▶ What you need to do
Without changing a single word, output each entry.

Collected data
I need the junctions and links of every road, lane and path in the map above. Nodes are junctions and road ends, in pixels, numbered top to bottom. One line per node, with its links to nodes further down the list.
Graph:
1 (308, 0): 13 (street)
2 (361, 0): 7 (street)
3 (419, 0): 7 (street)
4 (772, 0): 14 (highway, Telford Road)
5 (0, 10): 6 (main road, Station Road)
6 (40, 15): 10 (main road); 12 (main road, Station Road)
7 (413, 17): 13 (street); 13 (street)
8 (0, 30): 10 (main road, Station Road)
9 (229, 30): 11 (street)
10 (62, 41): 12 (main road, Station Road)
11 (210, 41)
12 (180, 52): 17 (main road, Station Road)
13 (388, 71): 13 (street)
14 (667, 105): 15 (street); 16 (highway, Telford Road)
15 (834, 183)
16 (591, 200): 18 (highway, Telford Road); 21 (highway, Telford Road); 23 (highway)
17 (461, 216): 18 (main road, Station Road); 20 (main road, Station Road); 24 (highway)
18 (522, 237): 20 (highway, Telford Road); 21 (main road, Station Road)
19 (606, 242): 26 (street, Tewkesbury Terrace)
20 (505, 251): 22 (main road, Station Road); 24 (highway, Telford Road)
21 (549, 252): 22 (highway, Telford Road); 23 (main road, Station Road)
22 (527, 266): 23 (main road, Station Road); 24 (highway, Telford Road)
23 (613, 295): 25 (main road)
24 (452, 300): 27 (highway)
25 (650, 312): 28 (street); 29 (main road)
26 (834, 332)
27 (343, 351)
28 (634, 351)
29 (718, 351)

▶ Response
I need the junctions and links of every road, lane and path in the map above. Nodes are junctions and road ends, in pixels, numbered top to bottom. One line per node, with its links to nodes further down the list.
Graph:
1 (308, 0): 13 (street)
2 (361, 0): 7 (street)
3 (419, 0): 7 (street)
4 (772, 0): 14 (highway, Telford Road)
5 (0, 10): 6 (main road, Station Road)
6 (40, 15): 10 (main road); 12 (main road, Station Road)
7 (413, 17): 13 (street); 13 (street)
8 (0, 30): 10 (main road, Station Road)
9 (229, 30): 11 (street)
10 (62, 41): 12 (main road, Station Road)
11 (210, 41)
12 (180, 52): 17 (main road, Station Road)
13 (388, 71): 13 (street)
14 (667, 105): 15 (street); 16 (highway, Telford Road)
15 (834, 183)
16 (591, 200): 18 (highway, Telford Road); 21 (highway, Telford Road); 23 (highway)
17 (461, 216): 18 (main road, Station Road); 20 (main road, Station Road); 24 (highway)
18 (522, 237): 20 (highway, Telford Road); 21 (main road, Station Road)
19 (606, 242): 26 (street, Tewkesbury Terrace)
20 (505, 251): 22 (main road, Station Road); 24 (highway, Telford Road)
21 (549, 252): 22 (highway, Telford Road); 23 (main road, Station Road)
22 (527, 266): 23 (main road, Station Road); 24 (highway, Telford Road)
23 (613, 295): 25 (main road)
24 (452, 300): 27 (highway)
25 (650, 312): 28 (street); 29 (main road)
26 (834, 332)
27 (343, 351)
28 (634, 351)
29 (718, 351)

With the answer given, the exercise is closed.